John,

thanks for having come up with this SRFI. It seems to want to provide two things:

1) A way to create sets using comparators that only provide an order predicate (because code using SRFI 113 in a portable fashion will have to provide both an order predicate and a hash function because the underlying implementation is opaque).

2) Explicit immutability of sets.

Is this right?

I have the fear that we will get an exploding number of APIs with SRFI 153 and the other SRFIs in place when we want to achieve orthogonality:

If we have explicitly immutable ordered sets, there is no reason not to include explicitly immutable mappings with ordered keys, yielding a new SRFI (combining SRFI 146 and SRFI 153). Furthermore, there are legitimate use cases for immutable mappings based on (persistent, functional) hash tables. So we would create just another SRFI for explicitly immutable mappings with hashed keys. And then for immutable sets with hashed elements...

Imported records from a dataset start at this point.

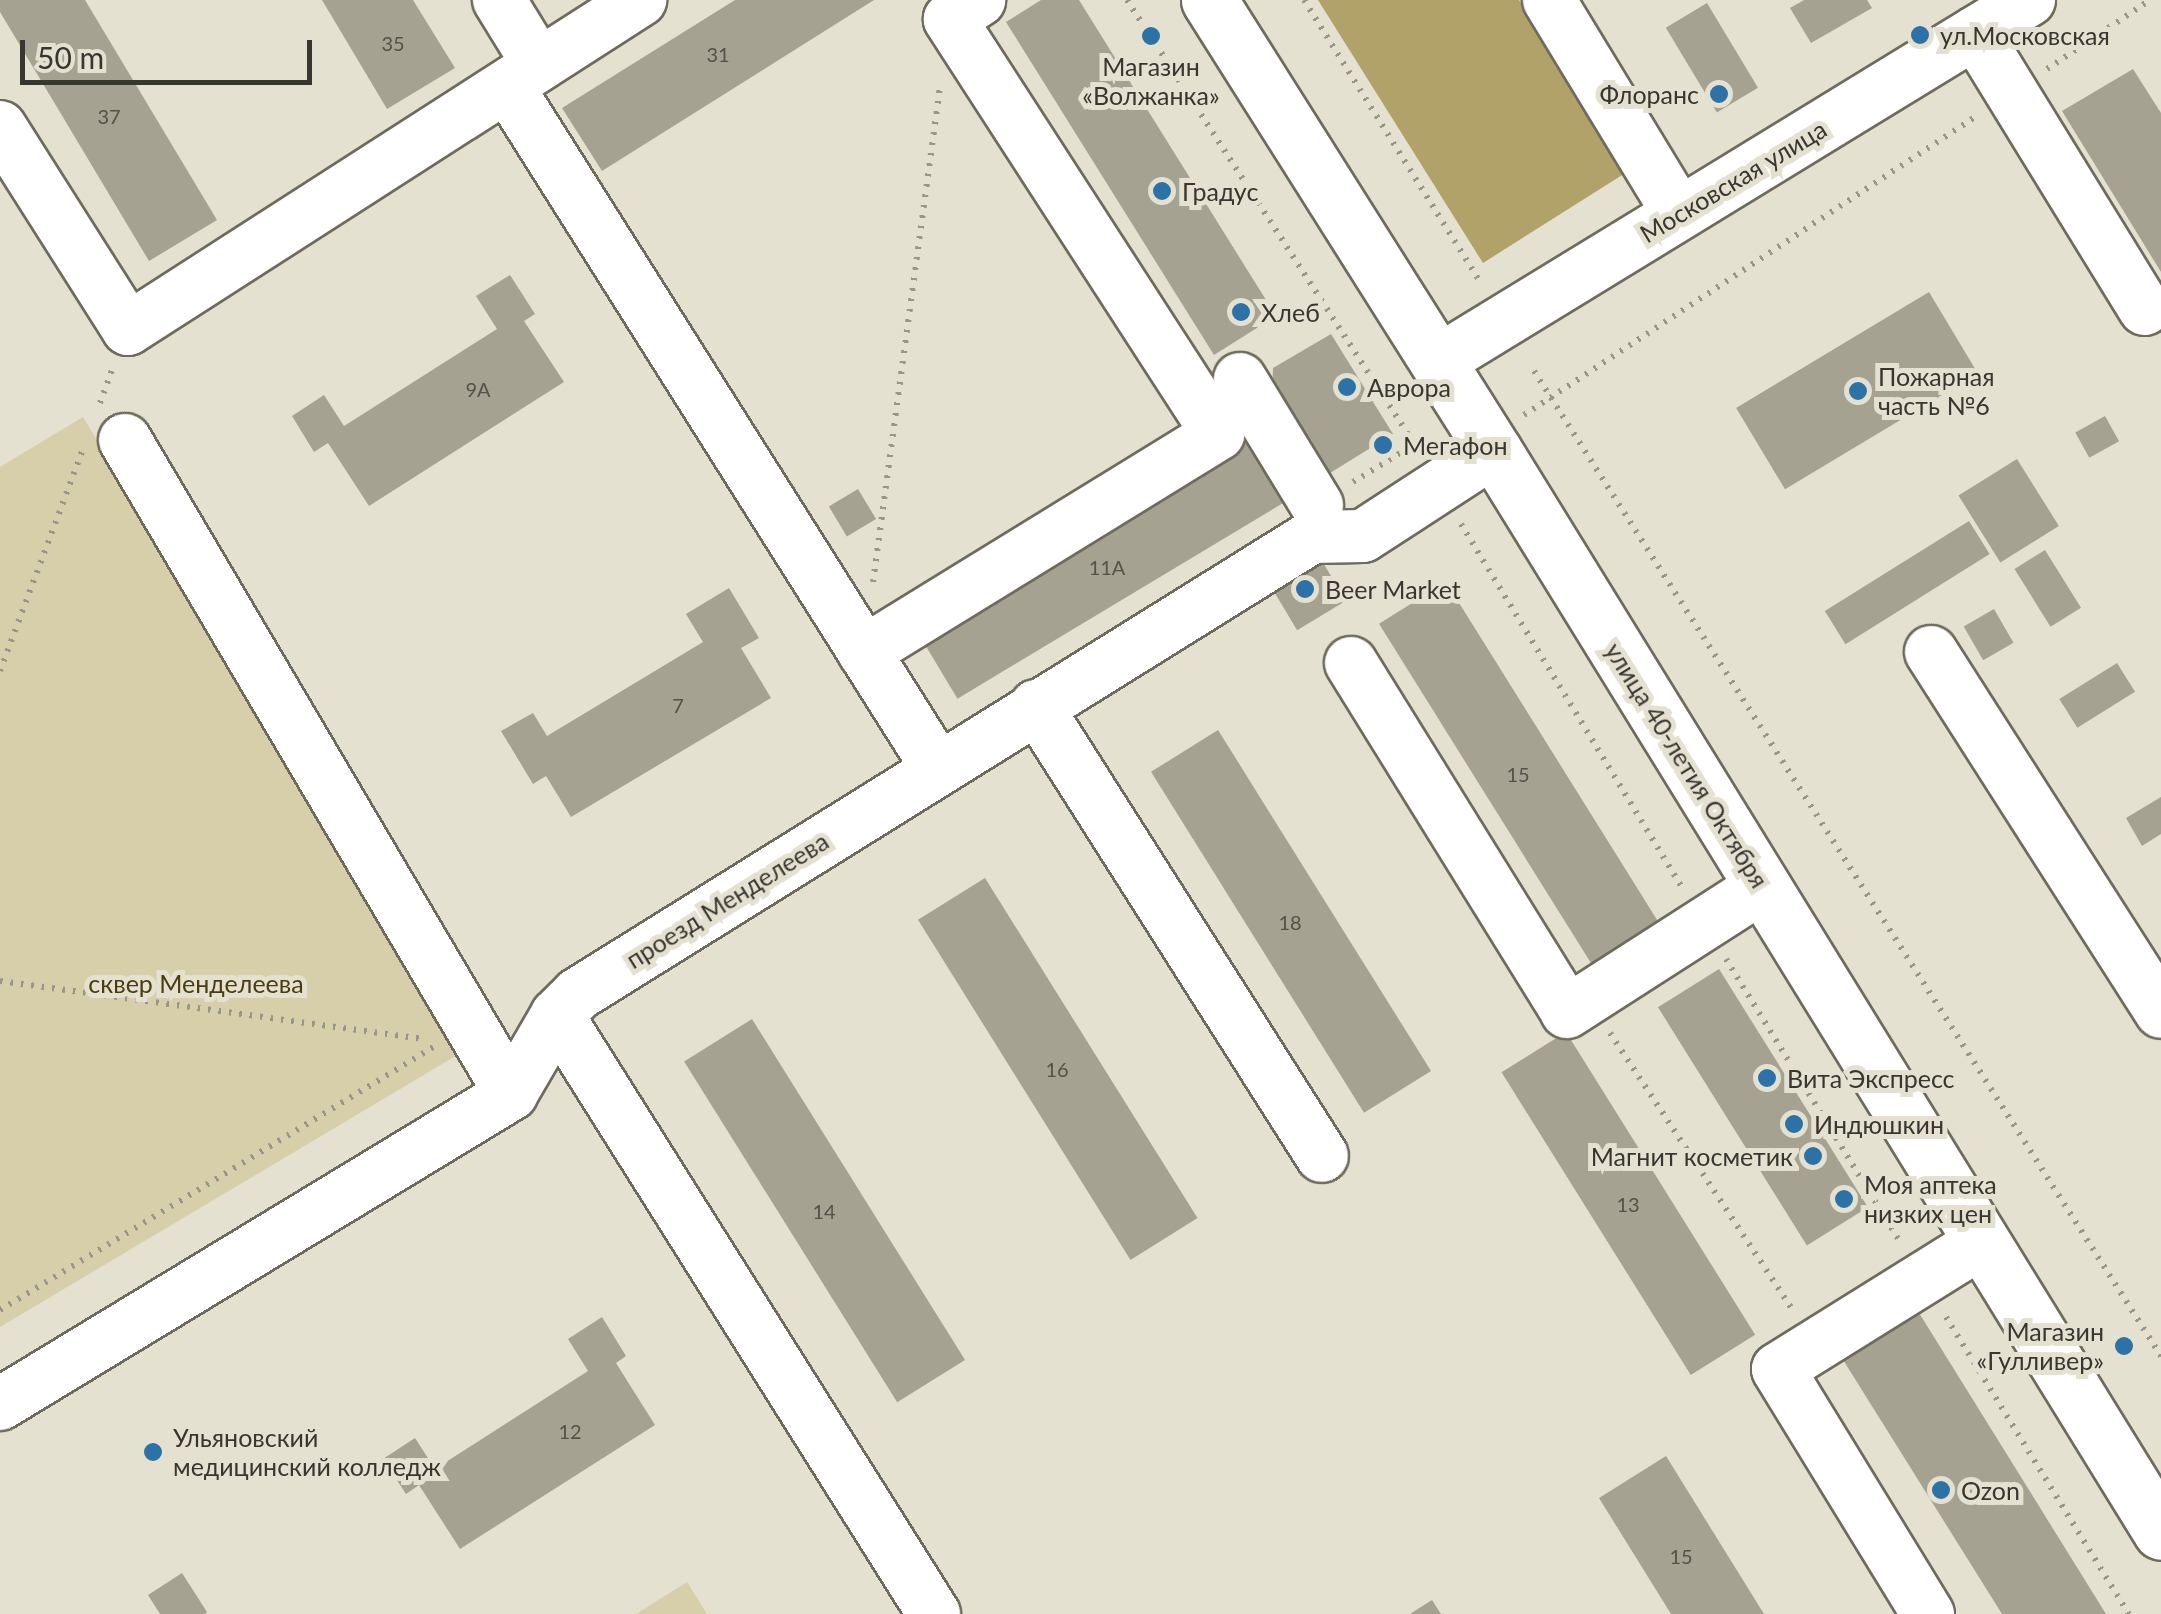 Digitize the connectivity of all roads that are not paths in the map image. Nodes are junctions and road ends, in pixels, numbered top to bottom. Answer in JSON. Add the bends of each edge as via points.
{"nodes":[{"id":1,"x":500,"y":0,"type":"edge"},
{"id":2,"x":640,"y":0,"type":"edge"},
{"id":3,"x":1209,"y":0,"type":"edge"},
{"id":4,"x":1548,"y":0,"type":"edge"},
{"id":5,"x":2029,"y":0,"type":"edge"},
{"id":6,"x":964,"y":9,"type":"edge"},
{"id":7,"x":1974,"y":34,"type":"junction"},
{"id":8,"x":523,"y":75,"type":"junction"},
{"id":9,"x":0,"y":127,"type":"edge"},
{"id":10,"x":1679,"y":214,"type":"junction"},
{"id":11,"x":2145,"y":309,"type":"dead end"},
{"id":12,"x":1437,"y":362,"type":"junction"},
{"id":13,"x":1240,"y":379,"type":"dead end"},
{"id":14,"x":102,"y":432,"type":"road end"},
{"id":15,"x":1509,"y":433,"type":"junction"},
{"id":16,"x":1316,"y":505,"type":"dead end"},
{"id":17,"x":864,"y":652,"type":"junction"},
{"id":18,"x":1931,"y":652,"type":"dead end"},
{"id":19,"x":1351,"y":662,"type":"dead end"},
{"id":20,"x":1036,"y":706,"type":"junction"},
{"id":21,"x":936,"y":767,"type":"junction"},
{"id":22,"x":1762,"y":886,"type":"junction"},
{"id":23,"x":2161,"y":1012,"type":"edge"},
{"id":24,"x":557,"y":1015,"type":"junction"},
{"id":25,"x":511,"y":1094,"type":"junction"},
{"id":26,"x":1322,"y":1156,"type":"dead end"},
{"id":27,"x":1982,"y":1242,"type":"junction"},
{"id":28,"x":0,"y":1404,"type":"edge"},
{"id":29,"x":2161,"y":1532,"type":"edge"},
{"id":30,"x":934,"y":1614,"type":"edge"},
{"id":31,"x":1928,"y":1614,"type":"edge"}],
"edges":[{"from":1,"to":8,"type":"street"},
{"from":2,"to":8,"type":"street"},
{"from":3,"to":12,"type":"main road","name":"улица 40-летия Октября"},
{"from":4,"to":10,"type":"street"},
{"from":5,"to":7,"type":"street","name":"Московская улица"},
{"from":6,"to":17,"type":"street","via":[[1218,434]]},
{"from":7,"to":10,"type":"street","name":"Московская улица"},
{"from":7,"to":11,"type":"street"},
{"from":8,"to":9,"type":"street","via":[[128,329]]},
{"from":8,"to":17,"type":"street"},
{"from":10,"to":12,"type":"street","name":"Московская улица"},
{"from":12,"to":15,"type":"main road","name":"улица 40-летия Октября"},
{"from":13,"to":16,"type":"street"},
{"from":14,"to":25,"type":"street"},
{"from":15,"to":20,"type":"street","name":"проезд Менделеева","via":[[1363,536],[1312,536]]},
{"from":15,"to":22,"type":"main road","name":"улица 40-летия Октября"},
{"from":17,"to":21,"type":"street"},
{"from":18,"to":23,"type":"street"},
{"from":19,"to":22,"type":"street","via":[[1567,1012]]},
{"from":20,"to":21,"type":"street","name":"проезд Менделеева"},
{"from":20,"to":26,"type":"street"},
{"from":21,"to":24,"type":"street","name":"проезд Менделеева","via":[[578,994]]},
{"from":22,"to":27,"type":"main road","name":"улица 40-летия Октября"},
{"from":24,"to":25,"type":"street","name":"проезд Менделеева"},
{"from":24,"to":30,"type":"street"},
{"from":25,"to":28,"type":"street","name":"проезд Менделеева"},
{"from":27,"to":29,"type":"main road","name":"улица 40-летия Октября"},
{"from":27,"to":31,"type":"street","via":[[1778,1369]]}]}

So my question is: Why don't you make SRFI 153 spec-wise a thin layer over SRFI 113 so that importing (srfi 153) guarantees the presence of an implementation of the interface SRFI 113 extended by a few procedures that only make sense for ordered sets that can deal with elements that are ordered but not hashed.

We already have immutability for sets, bags, and mappings by simply using the purely functional interface provided by SRFI 113 and SRFI 146.